Data extracted from a collection
◇ ◇ ◇ ◇ ◇ ◇ ◇

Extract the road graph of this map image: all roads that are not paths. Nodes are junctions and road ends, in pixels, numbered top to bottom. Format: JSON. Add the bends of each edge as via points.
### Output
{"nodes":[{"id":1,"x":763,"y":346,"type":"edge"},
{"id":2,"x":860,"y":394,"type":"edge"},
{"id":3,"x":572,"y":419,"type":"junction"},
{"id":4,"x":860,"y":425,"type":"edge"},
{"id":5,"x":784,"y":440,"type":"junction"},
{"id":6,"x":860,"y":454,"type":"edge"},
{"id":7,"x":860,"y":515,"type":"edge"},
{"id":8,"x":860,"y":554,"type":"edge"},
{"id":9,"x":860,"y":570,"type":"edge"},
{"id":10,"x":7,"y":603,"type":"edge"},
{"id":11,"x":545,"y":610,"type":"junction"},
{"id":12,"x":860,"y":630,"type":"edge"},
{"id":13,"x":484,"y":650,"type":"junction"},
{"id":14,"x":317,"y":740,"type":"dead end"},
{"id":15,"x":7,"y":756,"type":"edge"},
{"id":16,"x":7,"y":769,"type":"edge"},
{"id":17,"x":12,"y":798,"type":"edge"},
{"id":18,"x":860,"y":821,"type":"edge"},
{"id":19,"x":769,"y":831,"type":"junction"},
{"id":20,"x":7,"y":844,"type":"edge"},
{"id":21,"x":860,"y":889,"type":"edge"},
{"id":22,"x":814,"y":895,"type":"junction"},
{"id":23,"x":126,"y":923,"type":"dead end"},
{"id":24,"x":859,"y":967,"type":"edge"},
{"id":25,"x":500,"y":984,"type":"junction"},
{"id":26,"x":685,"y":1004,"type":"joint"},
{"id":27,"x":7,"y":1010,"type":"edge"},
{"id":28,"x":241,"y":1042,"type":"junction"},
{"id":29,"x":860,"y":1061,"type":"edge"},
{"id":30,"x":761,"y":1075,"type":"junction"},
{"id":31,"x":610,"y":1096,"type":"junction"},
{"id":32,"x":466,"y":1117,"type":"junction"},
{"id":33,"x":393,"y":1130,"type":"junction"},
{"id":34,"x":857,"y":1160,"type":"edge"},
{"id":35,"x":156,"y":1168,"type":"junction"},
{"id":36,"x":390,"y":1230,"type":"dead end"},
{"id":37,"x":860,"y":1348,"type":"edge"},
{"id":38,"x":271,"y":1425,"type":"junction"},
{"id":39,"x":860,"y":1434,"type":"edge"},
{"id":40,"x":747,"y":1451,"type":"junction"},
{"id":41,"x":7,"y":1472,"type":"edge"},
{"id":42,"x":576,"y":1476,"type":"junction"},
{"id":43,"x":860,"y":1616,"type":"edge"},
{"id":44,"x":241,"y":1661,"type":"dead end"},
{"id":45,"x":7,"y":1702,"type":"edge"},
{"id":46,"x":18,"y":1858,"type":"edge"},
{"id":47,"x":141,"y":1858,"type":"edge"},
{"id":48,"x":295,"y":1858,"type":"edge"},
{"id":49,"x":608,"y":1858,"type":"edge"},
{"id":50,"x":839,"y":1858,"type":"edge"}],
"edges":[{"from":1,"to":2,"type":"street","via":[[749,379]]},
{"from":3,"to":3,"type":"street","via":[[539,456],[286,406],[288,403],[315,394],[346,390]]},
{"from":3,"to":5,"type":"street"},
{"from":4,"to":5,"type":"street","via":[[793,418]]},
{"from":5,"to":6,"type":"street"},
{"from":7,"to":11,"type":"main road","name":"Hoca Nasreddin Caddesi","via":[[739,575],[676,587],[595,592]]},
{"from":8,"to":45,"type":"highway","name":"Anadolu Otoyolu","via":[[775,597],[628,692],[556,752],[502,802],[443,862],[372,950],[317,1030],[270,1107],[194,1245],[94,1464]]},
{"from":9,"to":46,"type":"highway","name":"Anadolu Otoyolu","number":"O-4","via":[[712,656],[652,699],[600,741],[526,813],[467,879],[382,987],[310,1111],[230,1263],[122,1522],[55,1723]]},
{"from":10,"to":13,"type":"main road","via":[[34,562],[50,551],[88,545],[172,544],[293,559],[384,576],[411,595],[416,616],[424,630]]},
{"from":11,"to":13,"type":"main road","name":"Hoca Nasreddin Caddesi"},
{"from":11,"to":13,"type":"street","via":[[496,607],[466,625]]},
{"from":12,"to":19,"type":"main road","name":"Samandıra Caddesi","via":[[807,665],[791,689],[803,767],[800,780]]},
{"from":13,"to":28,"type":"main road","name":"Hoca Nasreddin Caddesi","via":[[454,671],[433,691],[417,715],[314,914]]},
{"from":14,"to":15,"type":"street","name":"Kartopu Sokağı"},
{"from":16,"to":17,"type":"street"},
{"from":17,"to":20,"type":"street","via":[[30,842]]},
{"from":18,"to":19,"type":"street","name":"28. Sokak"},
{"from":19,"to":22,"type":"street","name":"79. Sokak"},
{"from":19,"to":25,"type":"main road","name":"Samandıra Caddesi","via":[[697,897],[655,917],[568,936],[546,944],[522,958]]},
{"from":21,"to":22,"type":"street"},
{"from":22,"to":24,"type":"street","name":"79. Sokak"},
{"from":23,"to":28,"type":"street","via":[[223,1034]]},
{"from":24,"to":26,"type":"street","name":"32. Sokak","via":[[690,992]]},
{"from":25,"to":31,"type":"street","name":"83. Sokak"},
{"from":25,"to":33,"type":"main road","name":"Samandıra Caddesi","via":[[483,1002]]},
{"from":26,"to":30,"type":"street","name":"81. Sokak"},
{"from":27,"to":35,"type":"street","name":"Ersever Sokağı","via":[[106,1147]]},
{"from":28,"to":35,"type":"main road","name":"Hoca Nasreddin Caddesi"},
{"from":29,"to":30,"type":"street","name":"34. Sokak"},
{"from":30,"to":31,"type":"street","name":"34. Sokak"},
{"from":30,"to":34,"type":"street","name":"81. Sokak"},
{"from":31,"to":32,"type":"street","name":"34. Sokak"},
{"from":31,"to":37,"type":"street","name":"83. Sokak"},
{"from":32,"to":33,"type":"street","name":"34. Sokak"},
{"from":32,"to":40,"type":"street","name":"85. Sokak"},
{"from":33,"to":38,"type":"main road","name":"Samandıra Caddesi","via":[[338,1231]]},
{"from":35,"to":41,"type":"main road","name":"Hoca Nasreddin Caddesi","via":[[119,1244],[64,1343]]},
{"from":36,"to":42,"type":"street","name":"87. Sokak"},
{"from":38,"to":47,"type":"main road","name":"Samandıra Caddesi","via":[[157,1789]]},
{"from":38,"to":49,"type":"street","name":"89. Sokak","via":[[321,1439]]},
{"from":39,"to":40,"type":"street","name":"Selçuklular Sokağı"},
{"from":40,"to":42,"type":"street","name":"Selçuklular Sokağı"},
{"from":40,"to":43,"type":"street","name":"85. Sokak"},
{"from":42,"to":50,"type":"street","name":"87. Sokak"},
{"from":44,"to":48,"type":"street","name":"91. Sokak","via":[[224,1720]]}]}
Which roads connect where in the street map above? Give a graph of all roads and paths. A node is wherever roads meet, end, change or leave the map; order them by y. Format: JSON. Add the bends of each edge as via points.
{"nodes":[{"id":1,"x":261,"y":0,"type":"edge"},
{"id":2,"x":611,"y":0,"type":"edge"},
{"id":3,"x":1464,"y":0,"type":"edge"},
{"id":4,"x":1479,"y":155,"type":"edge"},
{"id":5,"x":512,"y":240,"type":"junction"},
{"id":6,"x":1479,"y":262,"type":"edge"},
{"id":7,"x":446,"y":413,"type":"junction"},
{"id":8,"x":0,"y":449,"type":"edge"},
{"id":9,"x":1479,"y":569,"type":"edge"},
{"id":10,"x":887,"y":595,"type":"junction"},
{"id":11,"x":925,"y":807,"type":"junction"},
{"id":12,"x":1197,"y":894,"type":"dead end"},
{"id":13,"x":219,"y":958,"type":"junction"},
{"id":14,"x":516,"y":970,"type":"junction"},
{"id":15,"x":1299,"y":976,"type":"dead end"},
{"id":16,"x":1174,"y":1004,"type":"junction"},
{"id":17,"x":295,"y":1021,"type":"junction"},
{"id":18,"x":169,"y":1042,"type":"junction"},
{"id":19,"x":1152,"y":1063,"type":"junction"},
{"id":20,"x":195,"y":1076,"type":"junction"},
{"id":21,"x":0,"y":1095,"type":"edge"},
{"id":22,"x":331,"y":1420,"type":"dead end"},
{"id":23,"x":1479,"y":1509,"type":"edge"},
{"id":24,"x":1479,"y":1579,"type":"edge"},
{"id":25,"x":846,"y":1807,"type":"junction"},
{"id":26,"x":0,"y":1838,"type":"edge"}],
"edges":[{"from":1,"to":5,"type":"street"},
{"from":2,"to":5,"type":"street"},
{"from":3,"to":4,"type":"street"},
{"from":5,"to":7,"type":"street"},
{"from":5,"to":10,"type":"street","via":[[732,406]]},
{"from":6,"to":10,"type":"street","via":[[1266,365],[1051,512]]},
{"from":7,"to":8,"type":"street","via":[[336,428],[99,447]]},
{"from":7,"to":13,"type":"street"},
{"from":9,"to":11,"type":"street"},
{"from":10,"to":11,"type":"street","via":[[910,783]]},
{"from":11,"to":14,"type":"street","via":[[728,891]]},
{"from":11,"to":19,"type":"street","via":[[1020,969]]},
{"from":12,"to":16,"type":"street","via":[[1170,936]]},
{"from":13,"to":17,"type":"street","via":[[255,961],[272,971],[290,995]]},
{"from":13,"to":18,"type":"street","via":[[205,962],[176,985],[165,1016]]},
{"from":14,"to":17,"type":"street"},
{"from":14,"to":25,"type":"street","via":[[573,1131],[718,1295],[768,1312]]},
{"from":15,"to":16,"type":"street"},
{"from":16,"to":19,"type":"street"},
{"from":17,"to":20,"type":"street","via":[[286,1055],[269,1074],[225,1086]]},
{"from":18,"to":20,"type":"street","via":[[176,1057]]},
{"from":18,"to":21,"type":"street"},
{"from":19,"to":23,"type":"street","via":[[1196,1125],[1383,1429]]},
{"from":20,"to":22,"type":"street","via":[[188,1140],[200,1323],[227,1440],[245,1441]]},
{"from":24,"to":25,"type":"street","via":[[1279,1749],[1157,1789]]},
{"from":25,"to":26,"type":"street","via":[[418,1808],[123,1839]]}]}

◇ ◇ ◇ ◇ ◇ ◇ ◇

Exercise aim: Every line of the entries above that includes "Sokağı" should be copied.

Problem solution:
{"from":14,"to":15,"type":"street","name":"Kartopu Sokağı"},
{"from":27,"to":35,"type":"street","name":"Ersever Sokağı","via":[[106,1147]]},
{"from":39,"to":40,"type":"street","name":"Selçuklular Sokağı"},
{"from":40,"to":42,"type":"street","name":"Selçuklular Sokağı"},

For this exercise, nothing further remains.